Derailment on the Rathole

Fifteen cars were off the tracks near Lancing Tn this afternoon 3/11. No injury reported or what direction it was heading. WLVT Knoxville had overhead shots of it saying it was close to the hwy62 overpass. Also no hazmat.

Believe that might effect the NS traffic thru Muncie until cleanup is complete…

I don’t understand the fascination with derailments…

Do truck enthusiasts get excited when an 18-wheeler blows a tire? I just don’t get the fascination with things such as this. Putting a few cars on the ground is a routine occurance for any railroad on a daily (or weekly, monthly, whatever) occurance.

A hundred car tank manifest with ethyl-methyl-bad-stuff that flips over and leaks into a stream is a different realm then putting some cars on the ground

Yes, Quentin, if only they had gone off south of Harriman Jct.—but no one can pick the place. Incidentally, my only trip between Harriman Jct. and Knoxville came as the result of a wreck at Riceville, on the A line. I was going back to Bristol from Chattanooga on the Birmingham Special, and we were detoured up the CNO&TP to Oakdale, with a CNO&TP pilot, of course.

GraniteRailroader: “Do truck enthusiasts get excited when an 18-wheeler blows a tire? I just don’t get the fascination with things such as this. Putting a few cars on the ground is a routine occurance for any railroad on a daily (or weekly, monthly, whatever) occurance.”

But, how much traffic is stopped or rerouted because an 18-wheeler has blown a tire? (Assuming that the rig is not spread all over the highway.)

Johnny

Sorry for the interruption of what ever Granite. The blowout on the Rathole involving the NS railcars have been cleaned up enough to open up for rail use at or about 10:00 am this morning . Have a good day.

You’ve never come to dead stop on an interstate because an accident in the other lanes 5 miles ahead of you? Why is traffic in the non-particating lanes affected? Because people are facinated when bad things happen, slow down to get a good look and say a prayer, “glad that wasn’t me”. (rubbernecking)

The only difference when a train is involved, is that it is a lot harder to rubberneck, unless it is double-track.[:-^]

I guess ive been wrong all these years. 15 cars went off the tracks . I always thought it was rails . so its not derailments its detracks.

Glad to hear the site of the wreck has opened for traffic.

“Why railfans are interested in circumstances of a derailment”…I suppose most of us are also interested in the mechanical circumstances of how a railroad functions, with steel wheel on steel rail and all the processes used generally do function quite well most of the time and whenever a derailment or worse happens we wonder just what went wrong and how long will it require to put back in service…and hoping no one is hurt and or worse.

The massive effort to get railcars and engines back on track takes special equipment and can be an interesting project to witness as it happens.

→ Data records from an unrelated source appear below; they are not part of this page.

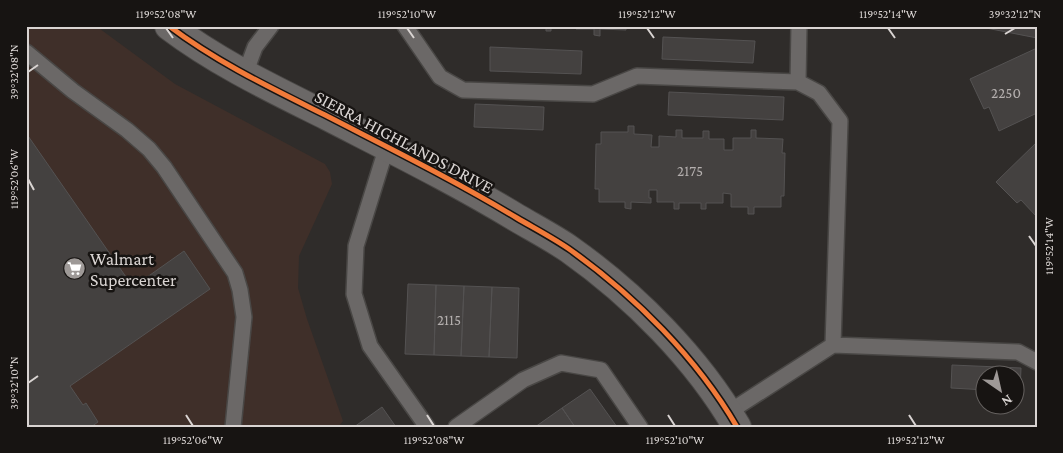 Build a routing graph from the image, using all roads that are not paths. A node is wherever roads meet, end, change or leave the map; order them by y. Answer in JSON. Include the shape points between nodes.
{"nodes":[{"id":1,"x":169,"y":26,"type":"edge"},
{"id":2,"x":270,"y":26,"type":"edge"},
{"id":3,"x":405,"y":26,"type":"edge"},
{"id":4,"x":799,"y":26,"type":"edge"},
{"id":5,"x":26,"y":52,"type":"edge"},
{"id":6,"x":245,"y":74,"type":"junction"},
{"id":7,"x":798,"y":82,"type":"junction"},
{"id":8,"x":387,"y":146,"type":"junction"},
{"id":9,"x":833,"y":346,"type":"junction"},
{"id":10,"x":1037,"y":362,"type":"edge"},
{"id":11,"x":733,"y":420,"type":"edge"},
{"id":12,"x":233,"y":427,"type":"edge"},
{"id":13,"x":427,"y":427,"type":"edge"},
{"id":14,"x":456,"y":427,"type":"edge"},
{"id":15,"x":640,"y":427,"type":"edge"}],
"edges":[{"from":1,"to":6,"type":"street","name":"SIERRA HIGHLANDS DRIVE"},
{"from":2,"to":6,"type":"lane","via":[[255,47]]},
{"from":3,"to":7,"type":"lane","via":[[440,77],[464,90],[593,94],[637,76]]},
{"from":4,"to":7,"type":"lane"},
{"from":5,"to":12,"type":"lane","via":[[149,149],[235,273],[244,317]]},
{"from":6,"to":8,"type":"street","name":"SIERRA HIGHLANDS DRIVE"},
{"from":7,"to":9,"type":"lane","via":[[819,93],[840,122]]},
{"from":8,"to":11,"type":"street","name":"SIERRA HIGHLANDS DRIVE","via":[[569,249],[631,298],[680,348]]},
{"from":8,"to":13,"type":"lane","via":[[356,246],[354,294],[370,346]]},
{"from":9,"to":10,"type":"lane","via":[[1018,352]]},
{"from":9,"to":11,"type":"lane"},
{"from":14,"to":15,"type":"lane","via":[[522,380],[561,363],[601,370]]}]}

As some of the posts above indicate, it’s not necessarily always mere morbid curiosity, but instead:

  • Back-ups - sometimes literally ! - and the detours that can result from even a minor derailment on a busy main line can lead to some interesting, unusual, more frequent, and usually slower-speed operations on otherwise lightly-used lines, so there’s more opportunity to see and photograph them, esp. in better lighting conditions, or else when they’re finally released to resume running over the orignal track. With the CNOT&P blocked, good grief ! - what did NS do with all those trains, esp. the hot ones ? There must have been some interesting parades over the bypass lines those days !

  • Run-through power is more common now, but it’s also an opportunity to see types and color schemes that wouldn’t otherwise be there. As an extreme example of that, back in the early 1970s (I think), photos were in Trains within a year or so when the Strasburg RR repaired both an Amtrak GG1 (bad bearing ?) and a Penn Central E44 (traction motor seized up ?) by towing them with a steam locomotive ! - from the siding and interchange at Leaman Place to its shop at Straburg, and return - in the middle of the Amish farm country. That will never happen again, unless maybe an AEM-7 goes lame as it passes through Paradise ?

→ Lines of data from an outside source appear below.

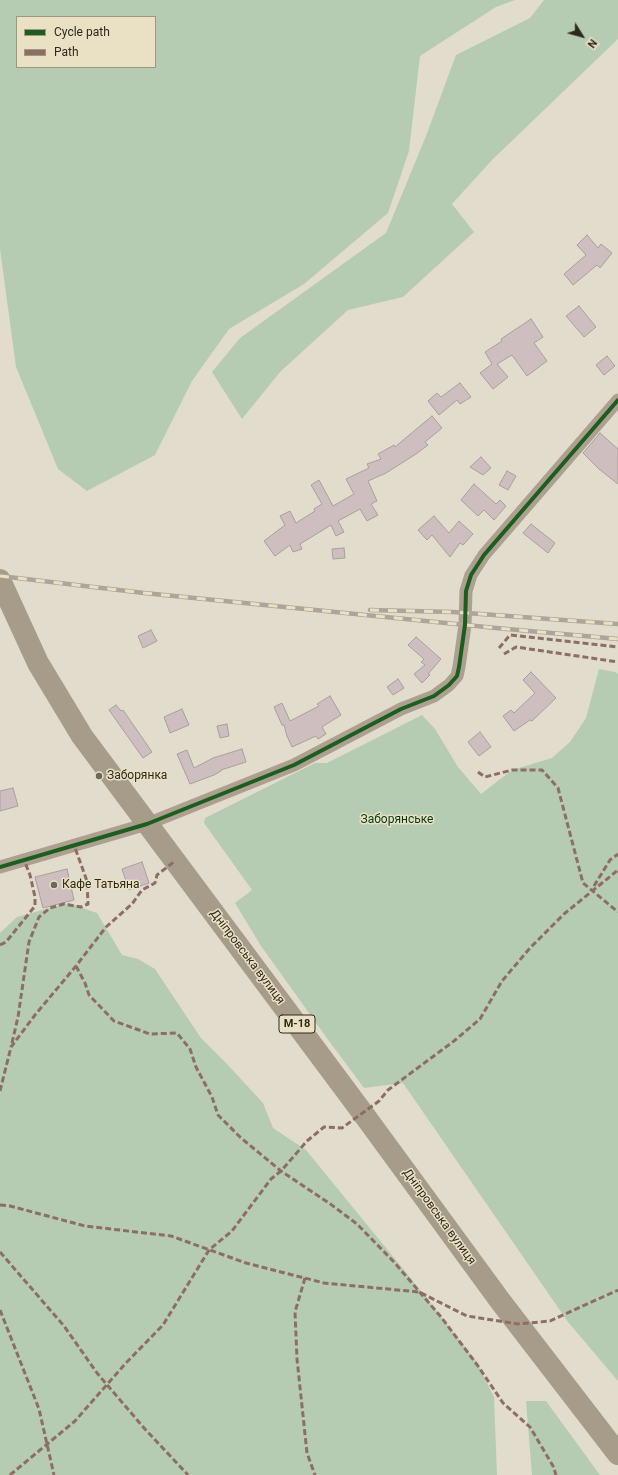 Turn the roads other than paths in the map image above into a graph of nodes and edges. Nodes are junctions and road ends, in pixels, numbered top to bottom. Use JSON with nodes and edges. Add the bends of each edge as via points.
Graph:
{"nodes":[{"id":1,"x":615,"y":409,"type":"edge"},
{"id":2,"x":2,"y":589,"type":"edge"},
{"id":3,"x":147,"y":824,"type":"junction"},
{"id":4,"x":0,"y":867,"type":"edge"},
{"id":5,"x":618,"y":1454,"type":"edge"}],
"edges":[{"from":1,"to":3,"type":"street","via":[[484,554],[471,575],[466,591],[465,625],[459,667],[457,676],[449,685],[434,696],[401,709],[294,765]]},
{"from":2,"to":3,"type":"highway","name":"Дніпровська вулиця","number":"М-18","via":[[38,663],[82,736]]},
{"from":3,"to":4,"type":"street"},
{"from":3,"to":5,"type":"highway","name":"Дніпровська вулиця","number":"М-18","via":[[501,1302]]}]}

-The less-extreme derailments are often a better and easier opportunity to view the rerailing and repair operations as a learning opportunity - and chat with the crews, as their time allows - without haz-mats and a train scattered all over the landscape. If there’s just a few cars on the ground, the railroad and wrecking crews are under less pressure, there are fewer officials of all kinds around, the emergency responders either have gone home or are just in stand-by mode, no one is worried if you get a little closer to the

Then that is why there is that old saying when you come to a rail crossing–"Gee a train just went by,Why? It left it`s tracks!!! LOL Have a good one everyone.